Les juges de la Cour suprême ont tous convenu qu’en principe les gestes que pose un individu après un meurtre soupçonné peuvent (dans certaines circonstances) servir à inférer son intention de commettre un meurtre au deuxième degré. La plupart des juges étaient d’accord pour dire que, dans cette affaire, la preuve concernant les gestes posés par M. Calnen après le décès de Mme Jordan pouvait servir dans le but d’inférer son intention de commettre un meurtre au deuxième degré. Si M. Calnen ne l’avait pas détruit, le corps de Mme Jordan aurait pu montrer comment elle était morte et offrir des indices quant à l’intention de M. Calnen. Par exemple, si Mme Jordan avait été poignardée, il aurait été évident que sa mort n’était pas accidentelle. Le jury aurait alors pu conclure que M. Calnen l’avait intentionnellement tuée. Le bon sens aurait permis de conclure qu’il avait déplacé et brûlé le corps pour dissimuler ce qu’il avait fait.
Ce dossier portait également sur les directives que le juge du procès a données au jury. Lorsque les jurés ont été saisis de toute la preuve, le juge leur donne des directives quant à la façon de décider si un individu est coupable ou non. Ces directives visent à faire en sorte que les jurés prennent des décisions fondées sur le droit et la preuve (et non sur des sentiments ou des soupçons). La question dont était saisie la Cour était celle de savoir si le juge du procès avait commis une erreur en n’explicitant pas au jury les inférences qu’il était autorisé à tirer relativement aux gestes posés par M. Calnen après la mort de Mme Jordan. Les juges majoritaires étaient d’avis que les juges doivent donner des directives non pas parfaites, mais appropriées, et que le juge du procès n’avait donc pas commis d’erreur. Ils ont rétabli la déclaration de culpabilité pour meurtre au deuxième degré prononcée contre M. Calnen.

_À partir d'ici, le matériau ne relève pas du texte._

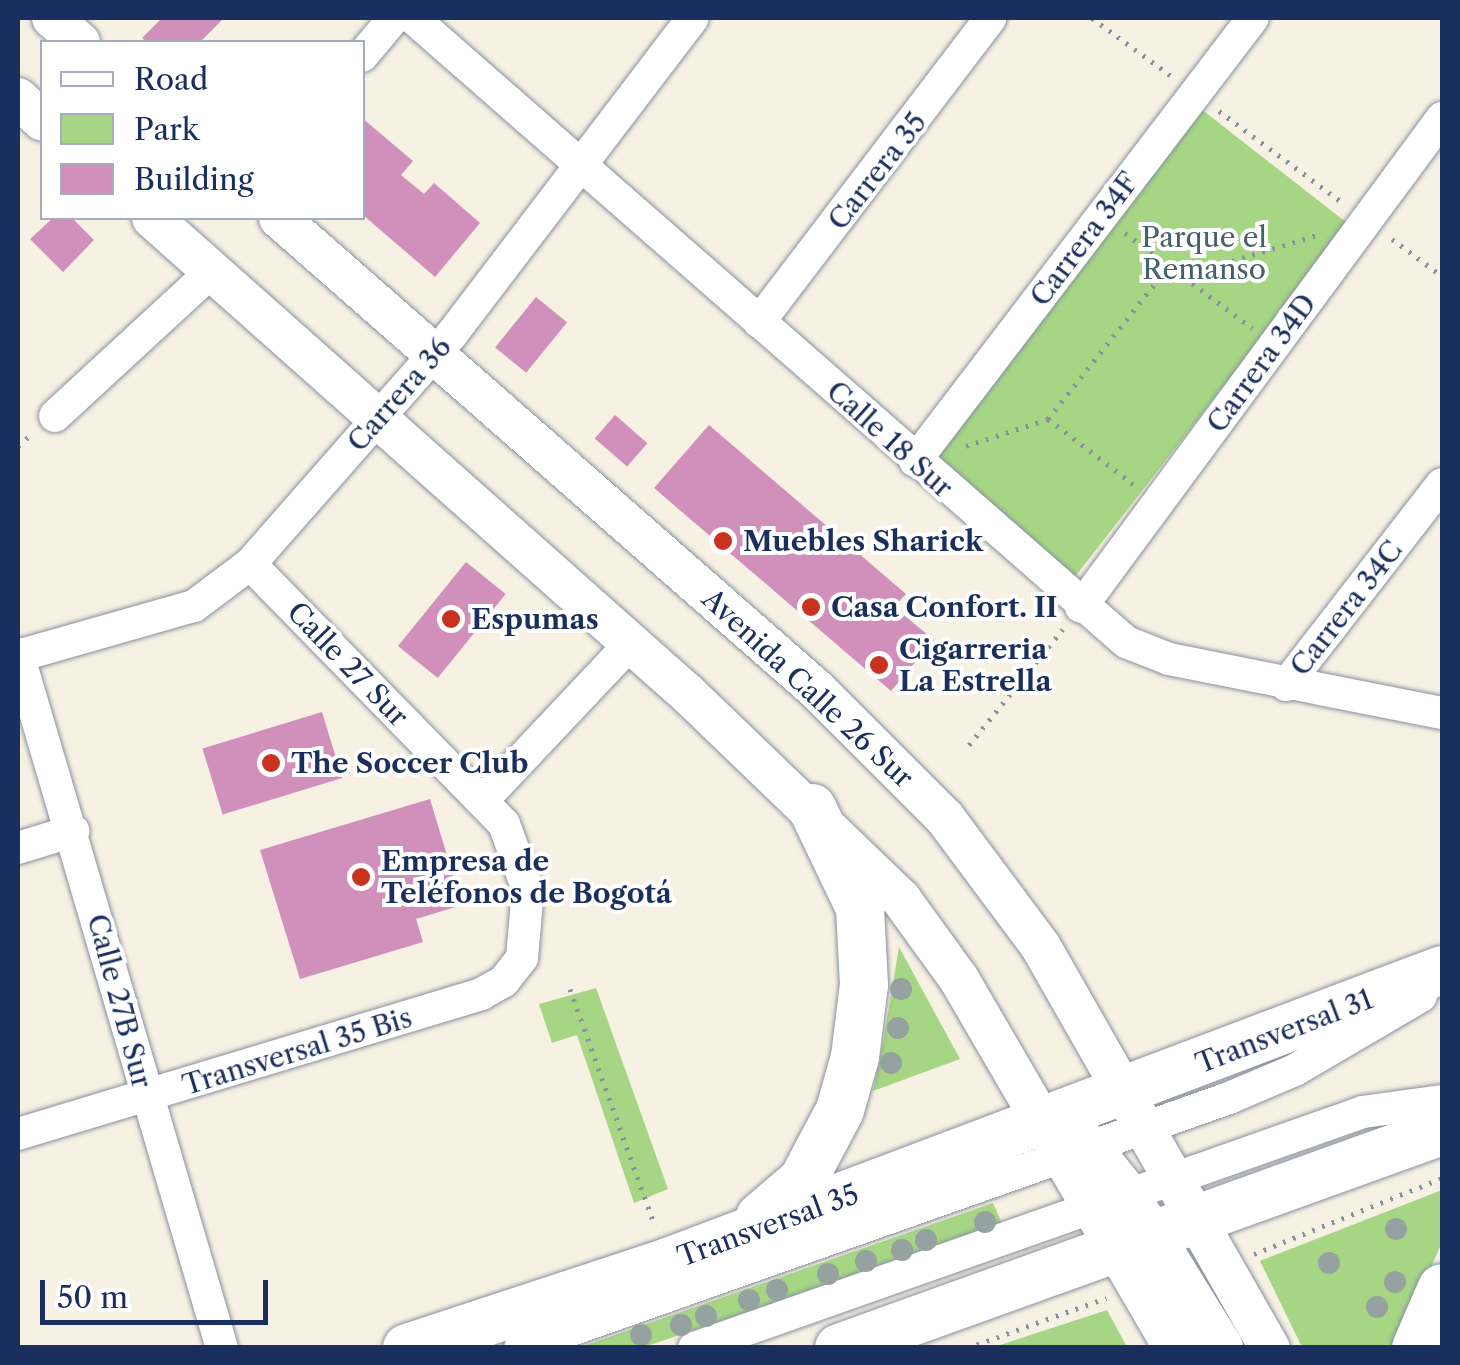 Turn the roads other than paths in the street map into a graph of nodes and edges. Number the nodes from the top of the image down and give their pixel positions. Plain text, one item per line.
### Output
1 (52, 18) edge
2 (394, 18) edge
3 (413, 18) edge
4 (694, 18) edge
5 (992, 18) edge
6 (1253, 18) edge
7 (78, 40) edge
8 (365, 52) edge
9 (18, 98) edge
10 (40, 118) edge
11 (1442, 118) edge
12 (582, 168) junction
13 (154, 220) edge
14 (281, 220) edge
15 (212, 272) junction
16 (759, 322) junction
17 (435, 354) junction
18 (55, 416) dead end
19 (378, 419) junction
20 (915, 461) junction
21 (1442, 484) edge
22 (250, 564) junction
23 (1080, 607) junction
24 (631, 643) junction
25 (18, 655) edge
26 (1286, 685) junction
27 (1442, 713) edge
28 (482, 801) junction
29 (812, 808) junction
30 (73, 831) junction
31 (18, 848) edge
32 (530, 916) joint
33 (1442, 970) edge
34 (1442, 983) edge
35 (146, 1097) junction
36 (1442, 1100) edge
37 (1136, 1108) junction
38 (1442, 1130) edge
39 (18, 1134) edge
40 (1063, 1141) junction
41 (1174, 1176) junction
42 (1108, 1200) junction
43 (1209, 1240) junction
44 (721, 1242) junction
45 (1136, 1244) junction
46 (1442, 1288) edge
47 (222, 1348) edge
48 (407, 1348) edge
49 (520, 1348) edge
50 (694, 1348) edge
51 (838, 1348) edge
52 (1174, 1348) edge
53 (1220, 1348) edge
54 (1270, 1348) edge
55 (1416, 1348) edge

1 - 7 main road
2 - 8 street
3 - 12 street, Calle 18 Sur
4 - 12 street, Carrera 36
5 - 16 street, Carrera 35
6 - 20 street, Carrera 34F
9 - 10 main road
11 - 23 street, Carrera 34D
12 - 16 street, Calle 18 Sur
12 - 17 street, Carrera 36
13 - 15 main road
14 - 17 main road, Avenida Calle 26 Sur
15 - 18 street
15 - 19 main road
16 - 20 street, Calle 18 Sur
17 - 19 street, Carrera 36
17 - 37 main road, Avenida Calle 26 Sur
19 - 22 street, Carrera 36
19 - 24 main road
20 - 23 street, Calle 18 Sur
21 - 26 street, Carrera 34C
22 - 25 street, Carrera 36
22 - 28 street, Calle 27 Sur
23 - 26 street, Calle 18 Sur
24 - 28 street
24 - 29 main road
25 - 30 street, Calle 27B Sur
26 - 27 street, Calle 18 Sur
28 - 32 street, Calle 27 Sur
29 - 40 main road
29 - 44 highway
30 - 31 street
30 - 35 street, Calle 27B Sur
32 - 35 street, Transversal 35 Bis
33 - 37 highway, Transversal 31
34 - 37 street
35 - 39 street, Transversal 35 Bis
35 - 47 street, Calle 27B Sur
36 - 41 street
37 - 40 highway, Transversal 35
37 - 41 main road, Avenida Calle 26 Sur
38 - 43 highway
40 - 42 highway
40 - 44 highway, Transversal 35
40 - 49 street
41 - 42 street
41 - 43 main road, Avenida Calle 26 Sur
42 - 45 highway
42 - 50 street
43 - 45 highway
43 - 54 main road, Avenida Calle 26 Sur
44 - 48 highway, Transversal 35
45 - 51 highway
45 - 52 main road
45 - 53 highway
46 - 55 highway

Ce dossier s’est retrouvé devant la Cour suprême dans le cadre d’un appel « de plein droit ». Il s’agit d’un droit d’interjeter appel qui est automatique et qui ne requiert pas l’autorisation de la Cour. Le droit d’interjeter appel dans cette affaire était automatique, car un juge de la Cour d’appel était dissident (ne partageait pas l’opinion des juges majoritaires) au sujet d’une question de droit criminel.
Le personnel des communications de la Cour suprême du Canada rédige des causes en bref pour aider le public à mieux comprendre les décisions de la Cour; les causes en bref ne font pas partie des motifs de jugement de la Cour et elles ne doivent pas être utilisées lors d’une procédure judiciaire.